I seem to have misplaced the links for the info, but Sherwin-Williams is discontinuing Luminous White in some of it's paint brands, sub-brands or whatever the correct term is. They have lines called 'Duration', 'Superpaint', 'Cashmere' and others. Some of these are available in the LW base and others aren't. And to clarify, Luminous White is a BASE COLOR, it is not a mixed color. You would have to call your store and check with them.

Of the base paints tested so far, SW LW makes the brightest C&S, but not by much. The most neutral C&S mix is #2 and it can be made with both Valspar and Behr ultra-white paints, and probably most other brands of ultra-white.

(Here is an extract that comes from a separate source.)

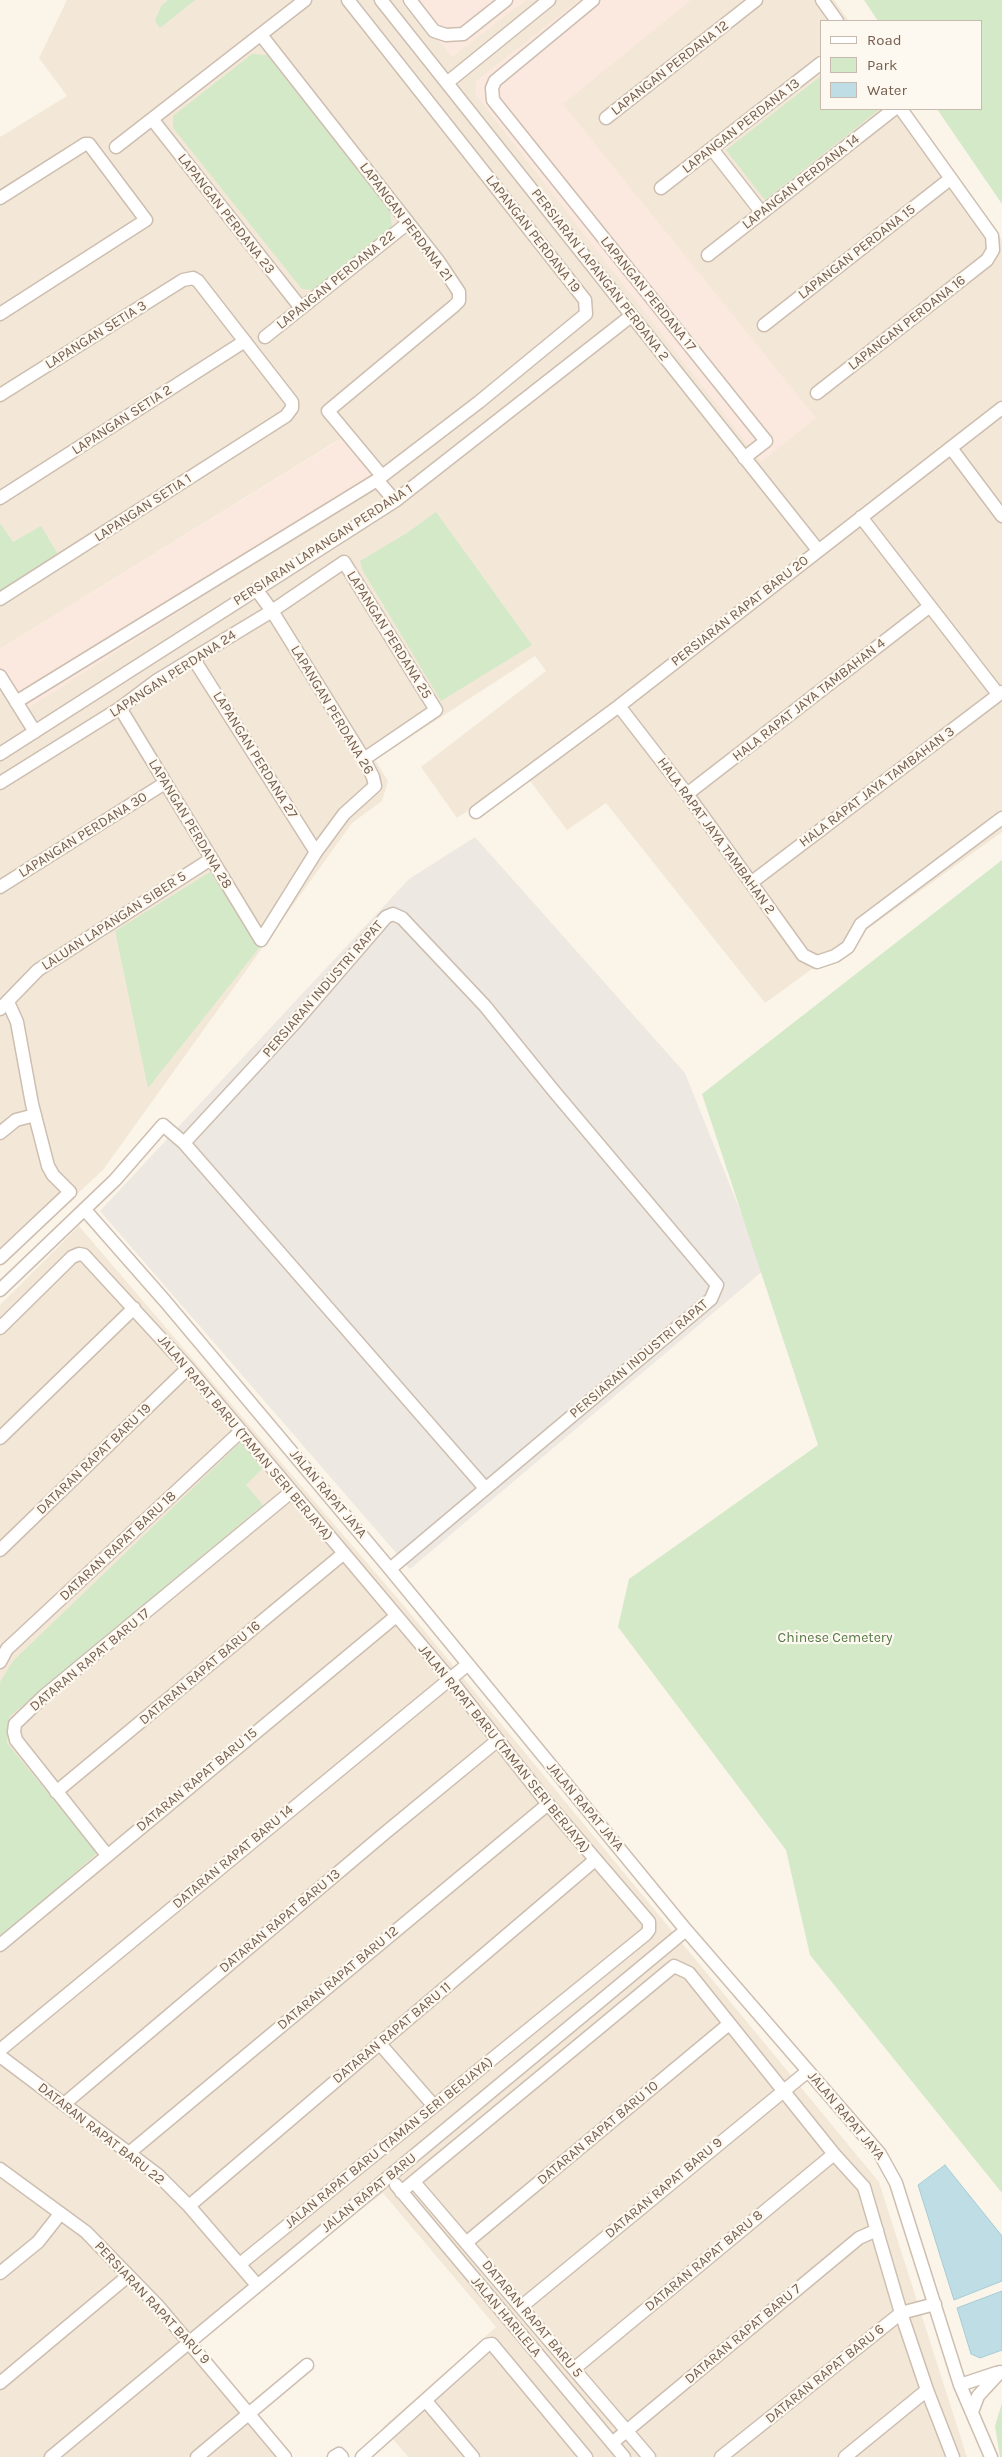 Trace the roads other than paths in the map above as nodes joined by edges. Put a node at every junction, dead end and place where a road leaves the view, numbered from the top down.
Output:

While C&S #2 is the most complicated mix developed so far at HTS, it is still simple to make. Let me explain: simply take a 32 fl.oz. (946 ml) can of ultra-white paint (Behr #1850 works well) and pour it into a mixing bucket along with a 8 fl.oz. bottle of Craft Smart Metallic Silver, a 4 fl.oz. bottle of Craft Smart Metallic Gold and a 4 fl.oz. bottle of Craft Smart Metallic Bronze. Mix throughly (I suggest a 'squirrel cage' mixing attachment and a cordless drill) and apply. I would also suggest taking a small amount of distilled water and washing out the paint containers and adding that water to the mix before stirring. You will get 48 fl.oz. (plus whatever water you may have added) of C&S. This is enough to paint a 48 square foot screen.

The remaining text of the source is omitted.